Leaving out all images, return the entries below exactly.

SUPPLIED RECORDS:
.....

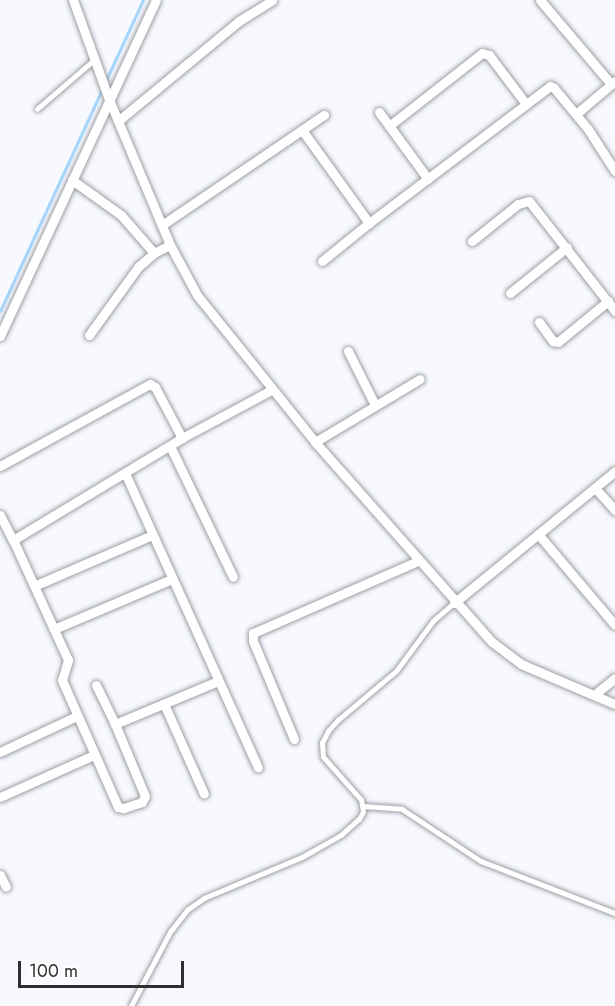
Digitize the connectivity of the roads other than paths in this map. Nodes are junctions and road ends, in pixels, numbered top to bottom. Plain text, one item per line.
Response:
1 (73, 0) edge
2 (156, 0) edge
3 (272, 0) edge
4 (544, 1) edge
5 (96, 64) junction
6 (613, 82) edge
7 (109, 99) junction
8 (526, 104) junction
9 (37, 110) dead end
10 (379, 112) dead end
11 (576, 114) junction
12 (324, 115) dead end
13 (118, 121) junction
14 (389, 126) junction
15 (302, 130) junction
16 (615, 171) edge
17 (428, 179) junction
18 (72, 180) junction
19 (369, 224) junction
20 (162, 225) junction
21 (472, 241) dead end
22 (170, 245) junction
23 (567, 247) junction
24 (154, 253) junction
25 (321, 261) dead end
26 (510, 293) dead end
27 (608, 302) junction
28 (615, 311) edge
29 (538, 322) dead end
30 (90, 335) dead end
31 (0, 336) edge
32 (348, 351) dead end
33 (420, 379) dead end
34 (271, 390) junction
35 (375, 405) junction
36 (182, 438) junction
37 (315, 442) junction
38 (170, 446) junction
39 (0, 466) edge
40 (615, 471) edge
41 (125, 473) junction
42 (595, 488) junction
43 (615, 510) edge
44 (0, 515) edge
45 (538, 534) junction
46 (153, 535) junction
47 (13, 540) junction
48 (418, 561) junction
49 (233, 577) dead end
50 (172, 579) junction
51 (34, 586) junction
52 (454, 603) junction
53 (615, 625) edge
54 (54, 629) junction
55 (615, 678) edge
56 (218, 681) junction
57 (96, 685) dead end
58 (594, 695) junction
59 (164, 704) junction
60 (615, 704) edge
61 (77, 716) junction
62 (116, 724) junction
63 (294, 739) dead end
64 (0, 752) edge
65 (94, 755) junction
66 (258, 767) dead end
67 (204, 794) dead end
68 (0, 797) edge
69 (363, 806) junction
70 (0, 875) edge
71 (6, 887) dead end
72 (615, 912) edge
73 (131, 1006) edge

1 - 5 street
2 - 7 street
3 - 13 street
4 - 6 street
5 - 7 street
5 - 9 lane
6 - 11 street
7 - 13 street
7 - 18 street
8 - 11 street
8 - 14 street
8 - 17 street
10 - 14 street
11 - 16 street
12 - 15 street
13 - 20 street
14 - 17 street
15 - 19 street
15 - 20 street
17 - 19 street
18 - 24 street
18 - 31 street
19 - 25 street
20 - 22 street
21 - 23 street
22 - 24 street
22 - 34 street
23 - 26 street
23 - 27 street
24 - 30 street
27 - 28 street
27 - 29 street
32 - 35 street
33 - 35 street
34 - 36 street
34 - 37 street
35 - 37 street
36 - 38 street
36 - 39 street
37 - 48 street
38 - 41 street
38 - 49 street
40 - 42 street
41 - 46 street
41 - 47 street
42 - 43 street
42 - 45 street
44 - 47 street
45 - 52 street
45 - 53 street
46 - 50 street
46 - 51 street
47 - 51 street
48 - 52 street
48 - 63 street
50 - 54 street
50 - 56 street
51 - 54 street
52 - 58 street
52 - 69 lane
54 - 61 street
55 - 58 street
56 - 59 street
56 - 66 street
57 - 62 street
58 - 60 street
59 - 62 street
59 - 67 street
61 - 64 street
61 - 65 street
62 - 65 street
65 - 68 street
69 - 72 lane
69 - 73 lane
70 - 71 street

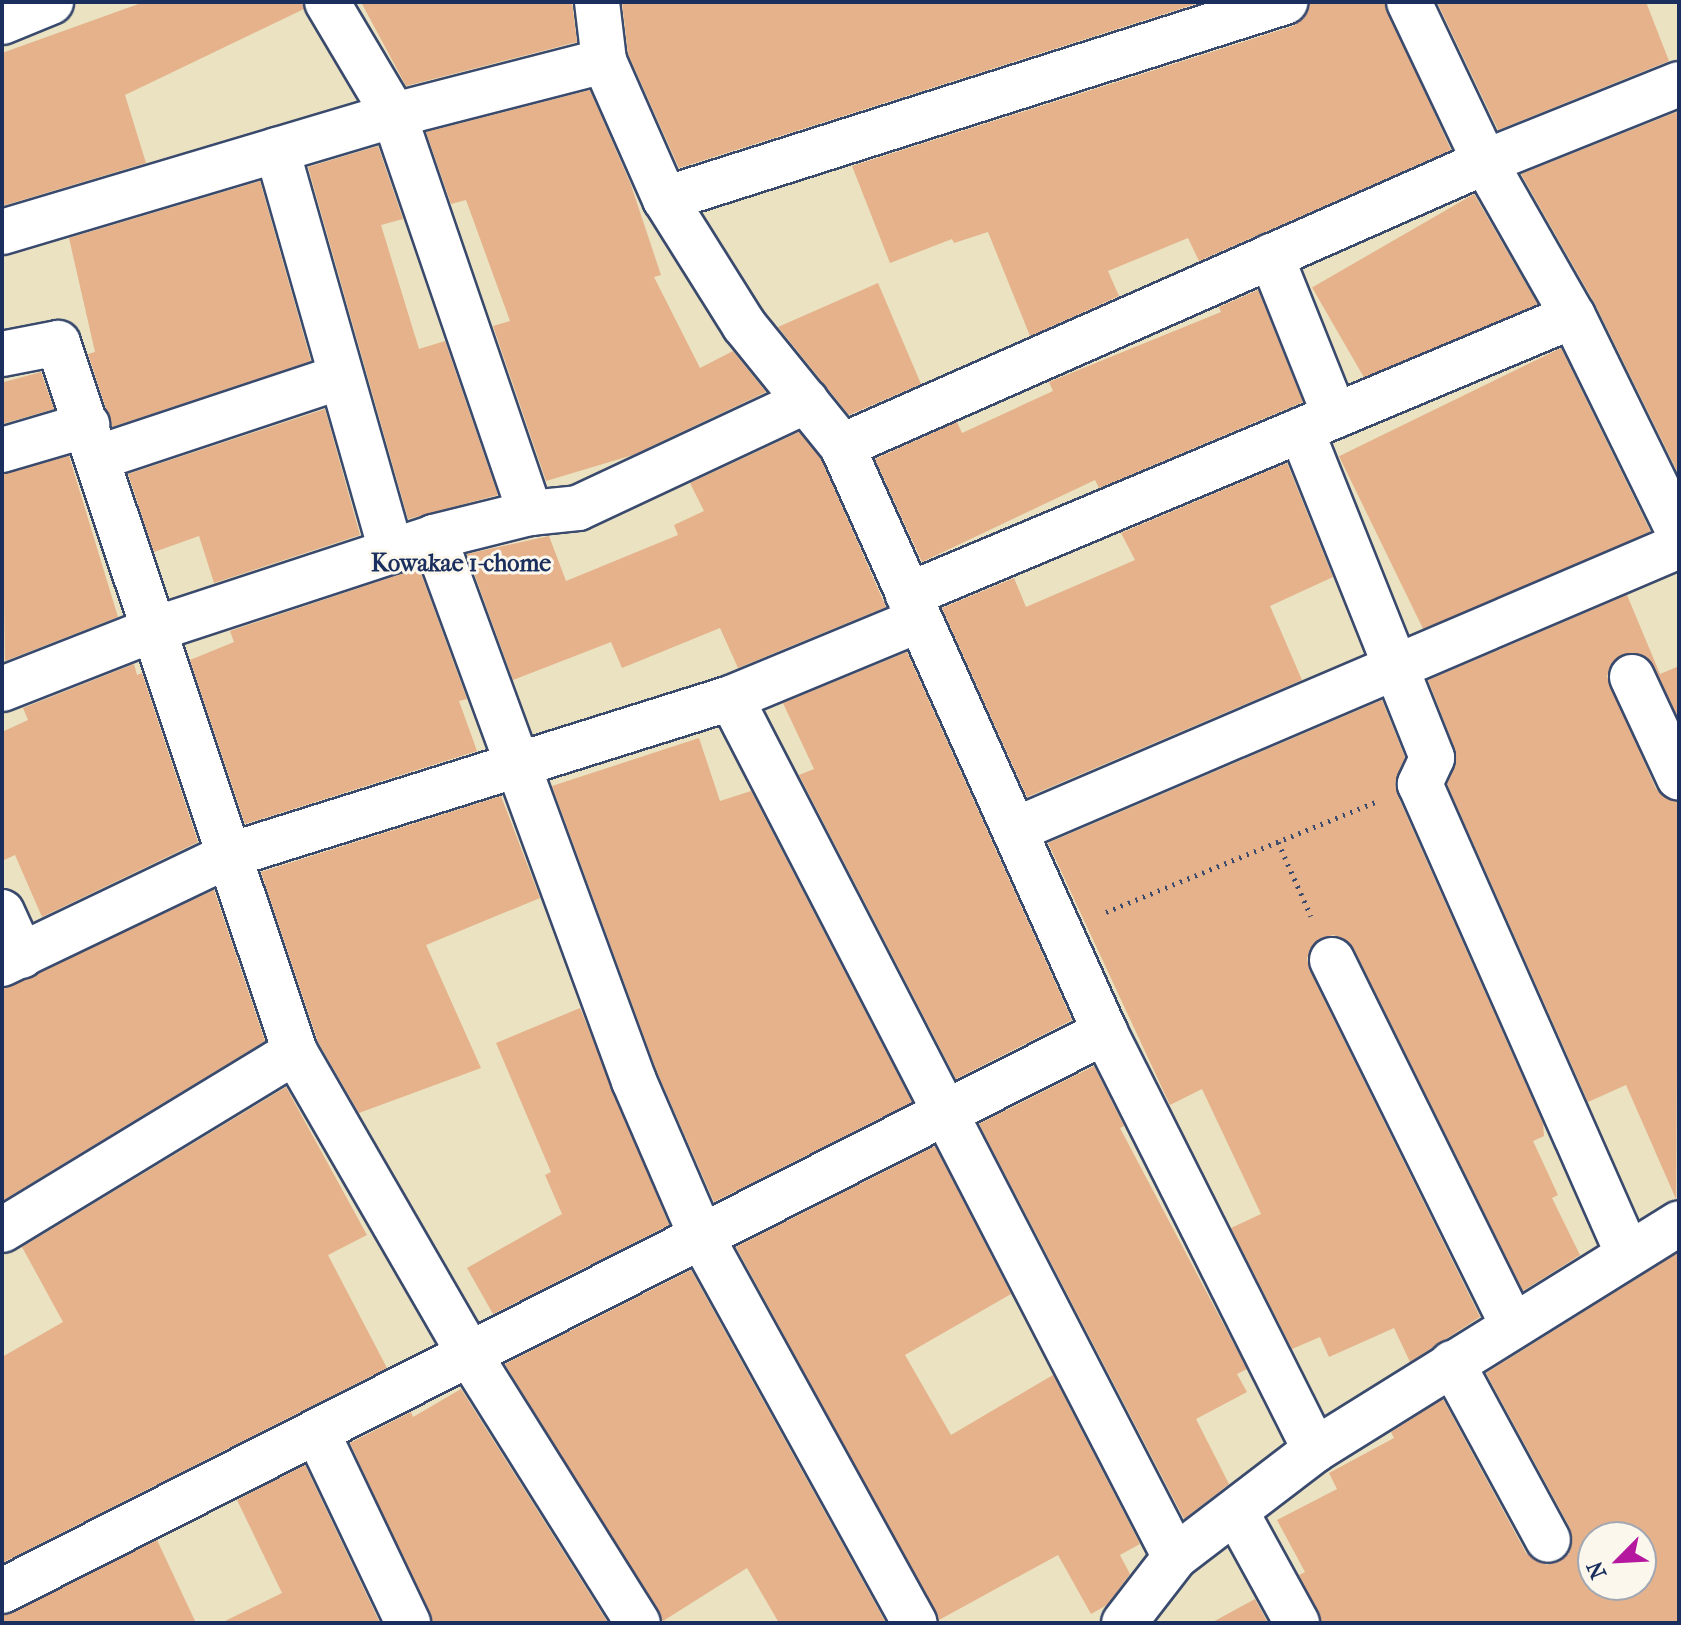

.....

RESPONSE AREA:
Digitize the connectivity of the roads other than paths in this map. Nodes are junctions and road ends, in pixels, numbered top to bottom. Plain text, one item per line.
Response:
1 (73, 0) edge
2 (156, 0) edge
3 (272, 0) edge
4 (544, 1) edge
5 (96, 64) junction
6 (613, 82) edge
7 (109, 99) junction
8 (526, 104) junction
9 (37, 110) dead end
10 (379, 112) dead end
11 (576, 114) junction
12 (324, 115) dead end
13 (118, 121) junction
14 (389, 126) junction
15 (302, 130) junction
16 (615, 171) edge
17 (428, 179) junction
18 (72, 180) junction
19 (369, 224) junction
20 (162, 225) junction
21 (472, 241) dead end
22 (170, 245) junction
23 (567, 247) junction
24 (154, 253) junction
25 (321, 261) dead end
26 (510, 293) dead end
27 (608, 302) junction
28 (615, 311) edge
29 (538, 322) dead end
30 (90, 335) dead end
31 (0, 336) edge
32 (348, 351) dead end
33 (420, 379) dead end
34 (271, 390) junction
35 (375, 405) junction
36 (182, 438) junction
37 (315, 442) junction
38 (170, 446) junction
39 (0, 466) edge
40 (615, 471) edge
41 (125, 473) junction
42 (595, 488) junction
43 (615, 510) edge
44 (0, 515) edge
45 (538, 534) junction
46 (153, 535) junction
47 (13, 540) junction
48 (418, 561) junction
49 (233, 577) dead end
50 (172, 579) junction
51 (34, 586) junction
52 (454, 603) junction
53 (615, 625) edge
54 (54, 629) junction
55 (615, 678) edge
56 (218, 681) junction
57 (96, 685) dead end
58 (594, 695) junction
59 (164, 704) junction
60 (615, 704) edge
61 (77, 716) junction
62 (116, 724) junction
63 (294, 739) dead end
64 (0, 752) edge
65 (94, 755) junction
66 (258, 767) dead end
67 (204, 794) dead end
68 (0, 797) edge
69 (363, 806) junction
70 (0, 875) edge
71 (6, 887) dead end
72 (615, 912) edge
73 (131, 1006) edge

1 - 5 street
2 - 7 street
3 - 13 street
4 - 6 street
5 - 7 street
5 - 9 lane
6 - 11 street
7 - 13 street
7 - 18 street
8 - 11 street
8 - 14 street
8 - 17 street
10 - 14 street
11 - 16 street
12 - 15 street
13 - 20 street
14 - 17 street
15 - 19 street
15 - 20 street
17 - 19 street
18 - 24 street
18 - 31 street
19 - 25 street
20 - 22 street
21 - 23 street
22 - 24 street
22 - 34 street
23 - 26 street
23 - 27 street
24 - 30 street
27 - 28 street
27 - 29 street
32 - 35 street
33 - 35 street
34 - 36 street
34 - 37 street
35 - 37 street
36 - 38 street
36 - 39 street
37 - 48 street
38 - 41 street
38 - 49 street
40 - 42 street
41 - 46 street
41 - 47 street
42 - 43 street
42 - 45 street
44 - 47 street
45 - 52 street
45 - 53 street
46 - 50 street
46 - 51 street
47 - 51 street
48 - 52 street
48 - 63 street
50 - 54 street
50 - 56 street
51 - 54 street
52 - 58 street
52 - 69 lane
54 - 61 street
55 - 58 street
56 - 59 street
56 - 66 street
57 - 62 street
58 - 60 street
59 - 62 street
59 - 67 street
61 - 64 street
61 - 65 street
62 - 65 street
65 - 68 street
69 - 72 lane
69 - 73 lane
70 - 71 street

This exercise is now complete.